Such x and y positional coordinate data signals are indicative of
two-dimensional information respecting the position of a point
under study in each of film frames 34a-d. In order to determine the
spatial position of such point in three dimensions, further
information is required, i.e., the relationship existing between
the object, the projector and the unexposed film frame during
exposure of the frames. In accordance with the invention, such
further information is preferably provided in digital format as
follows.
Where all FIG. 4 source-sensor pairs are in alignment with point
P.sub.1 of the FIG. 3 developed film frames, energization of
sources 36a-d will result in energization only of sensors 38a and
38c and only these sensors will generate output signals in excess
of a predetermined threshold amplitude. Bi-level switching circuit
means may be operatively responsive to sensor output signals in
excess of such threshold amplitude to provide a ONE (1) signal,
e.g., a positive d.c. voltage. Where a sensor output signal is of
amplitude less than such threshold amplitude, the switching circuit
means provides a ZERO (0) signal, e.g., ground potential or a
negative d.c. voltage. Prior to each energization of sources 36a-d,
all of the bi-level circuit means are reset so as to provide ZERO
signals.
In the case of point P.sub.1, if the output signals of all bi-level
circuit means are collected serially in digital format on
energization of sources 36a-d, a signal indicating the digital
pulse pattern 1010 is generated. This signal thus provides
selective indication of the order in the record succession of those
records which include point P.sub.1. Accordingly, if the
source-sensor pairs are aligned with surface point P.sub.2 as
depicted in film frames 34a-d, the resulting digital pulse pattern
will be 1101.
Based on the selection of points P.sub.1 and P.sub.2 in the example
at hand, it will be apparent that a useful composite signal, i.e.,
a signal providing coordinate positional and other distinction
between the two points facilitating determination of spatial
positioning thereof, is in fact available through use only of masks
28a and 28b, film frames 34a and 34b, sources 36a and 36b and
sensors 38a and 38b and associated circuit means generating the 1
or 0 signals.
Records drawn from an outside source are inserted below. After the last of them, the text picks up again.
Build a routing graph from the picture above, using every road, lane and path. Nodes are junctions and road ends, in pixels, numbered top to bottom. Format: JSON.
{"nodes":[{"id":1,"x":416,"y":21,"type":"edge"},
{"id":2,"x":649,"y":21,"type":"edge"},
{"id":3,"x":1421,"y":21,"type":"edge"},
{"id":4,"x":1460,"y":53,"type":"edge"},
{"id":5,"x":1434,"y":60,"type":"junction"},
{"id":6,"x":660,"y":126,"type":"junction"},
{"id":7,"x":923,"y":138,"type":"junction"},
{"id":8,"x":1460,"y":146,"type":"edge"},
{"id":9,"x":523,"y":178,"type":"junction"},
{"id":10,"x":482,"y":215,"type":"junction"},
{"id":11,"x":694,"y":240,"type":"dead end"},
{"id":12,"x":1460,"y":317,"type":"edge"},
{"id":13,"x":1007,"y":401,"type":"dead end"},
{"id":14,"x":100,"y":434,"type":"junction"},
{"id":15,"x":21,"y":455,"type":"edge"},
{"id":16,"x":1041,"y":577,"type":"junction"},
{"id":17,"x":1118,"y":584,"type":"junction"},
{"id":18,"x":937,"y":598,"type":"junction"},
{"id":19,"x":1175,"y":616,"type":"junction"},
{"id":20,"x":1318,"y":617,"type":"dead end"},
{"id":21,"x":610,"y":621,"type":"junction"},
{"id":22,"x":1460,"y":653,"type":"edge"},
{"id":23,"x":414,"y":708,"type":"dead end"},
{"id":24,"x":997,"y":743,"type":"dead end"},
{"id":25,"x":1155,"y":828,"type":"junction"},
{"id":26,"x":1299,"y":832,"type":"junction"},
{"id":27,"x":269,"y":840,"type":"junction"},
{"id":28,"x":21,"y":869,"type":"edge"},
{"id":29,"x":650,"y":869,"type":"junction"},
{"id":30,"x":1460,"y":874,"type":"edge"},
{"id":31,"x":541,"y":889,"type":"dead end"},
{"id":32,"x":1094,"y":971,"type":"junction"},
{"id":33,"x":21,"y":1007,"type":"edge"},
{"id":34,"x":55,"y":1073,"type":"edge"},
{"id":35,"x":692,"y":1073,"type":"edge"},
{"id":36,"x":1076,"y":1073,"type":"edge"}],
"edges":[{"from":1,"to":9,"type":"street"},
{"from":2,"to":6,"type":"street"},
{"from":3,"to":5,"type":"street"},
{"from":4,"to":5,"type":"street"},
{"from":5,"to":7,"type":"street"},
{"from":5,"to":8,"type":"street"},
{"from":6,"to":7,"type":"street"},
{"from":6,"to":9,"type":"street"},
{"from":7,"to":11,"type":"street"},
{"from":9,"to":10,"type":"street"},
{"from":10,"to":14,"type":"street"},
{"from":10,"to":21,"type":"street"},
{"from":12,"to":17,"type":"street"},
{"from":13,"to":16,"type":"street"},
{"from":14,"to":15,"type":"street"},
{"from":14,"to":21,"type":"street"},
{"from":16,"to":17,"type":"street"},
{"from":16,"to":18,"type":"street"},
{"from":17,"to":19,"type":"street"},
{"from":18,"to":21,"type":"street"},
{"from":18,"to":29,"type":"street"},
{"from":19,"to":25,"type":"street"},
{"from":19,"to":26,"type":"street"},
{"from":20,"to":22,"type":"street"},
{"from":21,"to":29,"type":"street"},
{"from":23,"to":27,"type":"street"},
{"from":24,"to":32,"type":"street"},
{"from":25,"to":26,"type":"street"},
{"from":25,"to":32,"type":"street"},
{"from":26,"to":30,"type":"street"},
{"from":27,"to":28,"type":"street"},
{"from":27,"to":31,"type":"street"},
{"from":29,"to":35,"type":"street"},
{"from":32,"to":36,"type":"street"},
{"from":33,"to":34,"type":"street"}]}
Thus, the digital pulse patterns 10 and 11 derived
through these means would, together with indication of x.sub.1,
y.sub.1 and x.sub.2, y.sub.2 respectively and discriminatingly
provide a basic measure of spatial positioning of points P.sub.1
and P.sub.2. On the other hand, in order to provide basic
discrimination among points P.sub.1, P.sub.2 and P.sub.3 (FIGS. 1
and 3), masks 28a, 28b and 28c, film frames 34a, 34b and 34c,
sources 36a, 36b and 36c and sensors 38a, 38b and 38c need be
employed. In a still further instance, e.g., for points such as
P.sub.3 and P.sub.4 (FIGS. 1 and 3), it will be seen that mask
arrangement 24a does not provide discrimination beyond positional
coordinate distinction. Thus, the same pulse pattern 1001 applies
in the cases of P.sub.3 and P.sub.4. In such instance, mask 28e of
mask arrangement 24b of FIG. 2 is used with mask arrangement
24a.
Referring to FIG. 2, mask 28e will be seen to be comprised of an
uppermost cross-hatched section of one-half the vertical width of
the adjacent transparent section. Succeeding sections of the mask
are of equal vertical width and alternately transparent with the
lowermost cross-hatched section being of the same width as the
uppermost cross-hatched section. So configured, this mask provides
for different permutation, as shown in film frame 34e (FIG. 3), of
photographed object surface parts.
By the use of mask 28e, resolution is increased by a factor of two.
In the example at hand, use of this mask, and expansion of the FIG.
4 apparatus to include an additional source-sensor pair to examine
film frame 34e, provides discrimination as between points P.sub.3
and P.sub.4, respectively present and absent from film frame 34e.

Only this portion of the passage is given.